Records to use:
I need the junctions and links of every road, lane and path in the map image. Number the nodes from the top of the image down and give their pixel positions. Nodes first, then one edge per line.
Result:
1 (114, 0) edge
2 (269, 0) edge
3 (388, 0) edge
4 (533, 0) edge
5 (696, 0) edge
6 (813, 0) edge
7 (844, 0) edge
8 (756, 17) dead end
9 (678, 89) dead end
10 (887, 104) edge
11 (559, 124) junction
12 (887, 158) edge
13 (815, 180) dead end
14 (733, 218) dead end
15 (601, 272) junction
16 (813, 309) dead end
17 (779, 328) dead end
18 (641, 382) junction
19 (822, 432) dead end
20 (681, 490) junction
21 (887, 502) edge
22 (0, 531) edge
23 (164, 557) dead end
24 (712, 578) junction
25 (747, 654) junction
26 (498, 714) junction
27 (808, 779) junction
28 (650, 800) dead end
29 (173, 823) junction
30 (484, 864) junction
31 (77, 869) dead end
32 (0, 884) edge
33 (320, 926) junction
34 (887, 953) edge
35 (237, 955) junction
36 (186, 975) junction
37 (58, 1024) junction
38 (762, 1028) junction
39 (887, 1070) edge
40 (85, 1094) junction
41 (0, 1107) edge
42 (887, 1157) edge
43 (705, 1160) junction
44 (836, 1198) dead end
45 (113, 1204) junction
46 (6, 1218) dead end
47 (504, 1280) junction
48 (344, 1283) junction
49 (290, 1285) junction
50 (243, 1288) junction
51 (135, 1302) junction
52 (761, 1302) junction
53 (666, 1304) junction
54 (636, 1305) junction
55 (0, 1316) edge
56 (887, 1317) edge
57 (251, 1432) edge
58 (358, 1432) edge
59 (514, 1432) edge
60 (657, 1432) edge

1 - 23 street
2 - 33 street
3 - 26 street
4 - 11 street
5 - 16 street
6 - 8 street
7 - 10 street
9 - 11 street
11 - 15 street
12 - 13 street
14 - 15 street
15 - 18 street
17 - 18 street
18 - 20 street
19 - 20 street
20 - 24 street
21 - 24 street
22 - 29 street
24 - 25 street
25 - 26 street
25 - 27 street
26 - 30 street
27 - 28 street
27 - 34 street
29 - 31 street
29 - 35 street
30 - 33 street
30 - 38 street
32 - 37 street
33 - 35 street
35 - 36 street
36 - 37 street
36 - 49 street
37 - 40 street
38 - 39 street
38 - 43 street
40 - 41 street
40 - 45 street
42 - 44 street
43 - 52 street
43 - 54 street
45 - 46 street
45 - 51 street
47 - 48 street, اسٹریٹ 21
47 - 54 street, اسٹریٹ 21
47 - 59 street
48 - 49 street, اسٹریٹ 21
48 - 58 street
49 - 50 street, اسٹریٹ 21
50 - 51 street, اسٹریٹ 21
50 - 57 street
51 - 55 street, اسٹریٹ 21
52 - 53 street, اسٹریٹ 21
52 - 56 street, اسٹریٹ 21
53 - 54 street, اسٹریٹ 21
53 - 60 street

About this exercise:
Write out each entry again, word for word.

Exercise result:
I need the junctions and links of every road, lane and path in the map image. Number the nodes from the top of the image down and give their pixel positions. Nodes first, then one edge per line.
Result:
1 (114, 0) edge
2 (269, 0) edge
3 (388, 0) edge
4 (533, 0) edge
5 (696, 0) edge
6 (813, 0) edge
7 (844, 0) edge
8 (756, 17) dead end
9 (678, 89) dead end
10 (887, 104) edge
11 (559, 124) junction
12 (887, 158) edge
13 (815, 180) dead end
14 (733, 218) dead end
15 (601, 272) junction
16 (813, 309) dead end
17 (779, 328) dead end
18 (641, 382) junction
19 (822, 432) dead end
20 (681, 490) junction
21 (887, 502) edge
22 (0, 531) edge
23 (164, 557) dead end
24 (712, 578) junction
25 (747, 654) junction
26 (498, 714) junction
27 (808, 779) junction
28 (650, 800) dead end
29 (173, 823) junction
30 (484, 864) junction
31 (77, 869) dead end
32 (0, 884) edge
33 (320, 926) junction
34 (887, 953) edge
35 (237, 955) junction
36 (186, 975) junction
37 (58, 1024) junction
38 (762, 1028) junction
39 (887, 1070) edge
40 (85, 1094) junction
41 (0, 1107) edge
42 (887, 1157) edge
43 (705, 1160) junction
44 (836, 1198) dead end
45 (113, 1204) junction
46 (6, 1218) dead end
47 (504, 1280) junction
48 (344, 1283) junction
49 (290, 1285) junction
50 (243, 1288) junction
51 (135, 1302) junction
52 (761, 1302) junction
53 (666, 1304) junction
54 (636, 1305) junction
55 (0, 1316) edge
56 (887, 1317) edge
57 (251, 1432) edge
58 (358, 1432) edge
59 (514, 1432) edge
60 (657, 1432) edge

1 - 23 street
2 - 33 street
3 - 26 street
4 - 11 street
5 - 16 street
6 - 8 street
7 - 10 street
9 - 11 street
11 - 15 street
12 - 13 street
14 - 15 street
15 - 18 street
17 - 18 street
18 - 20 street
19 - 20 street
20 - 24 street
21 - 24 street
22 - 29 street
24 - 25 street
25 - 26 street
25 - 27 street
26 - 30 street
27 - 28 street
27 - 34 street
29 - 31 street
29 - 35 street
30 - 33 street
30 - 38 street
32 - 37 street
33 - 35 street
35 - 36 street
36 - 37 street
36 - 49 street
37 - 40 street
38 - 39 street
38 - 43 street
40 - 41 street
40 - 45 street
42 - 44 street
43 - 52 street
43 - 54 street
45 - 46 street
45 - 51 street
47 - 48 street, اسٹریٹ 21
47 - 54 street, اسٹریٹ 21
47 - 59 street
48 - 49 street, اسٹریٹ 21
48 - 58 street
49 - 50 street, اسٹریٹ 21
50 - 51 street, اسٹریٹ 21
50 - 57 street
51 - 55 street, اسٹریٹ 21
52 - 53 street, اسٹریٹ 21
52 - 56 street, اسٹریٹ 21
53 - 54 street, اسٹریٹ 21
53 - 60 street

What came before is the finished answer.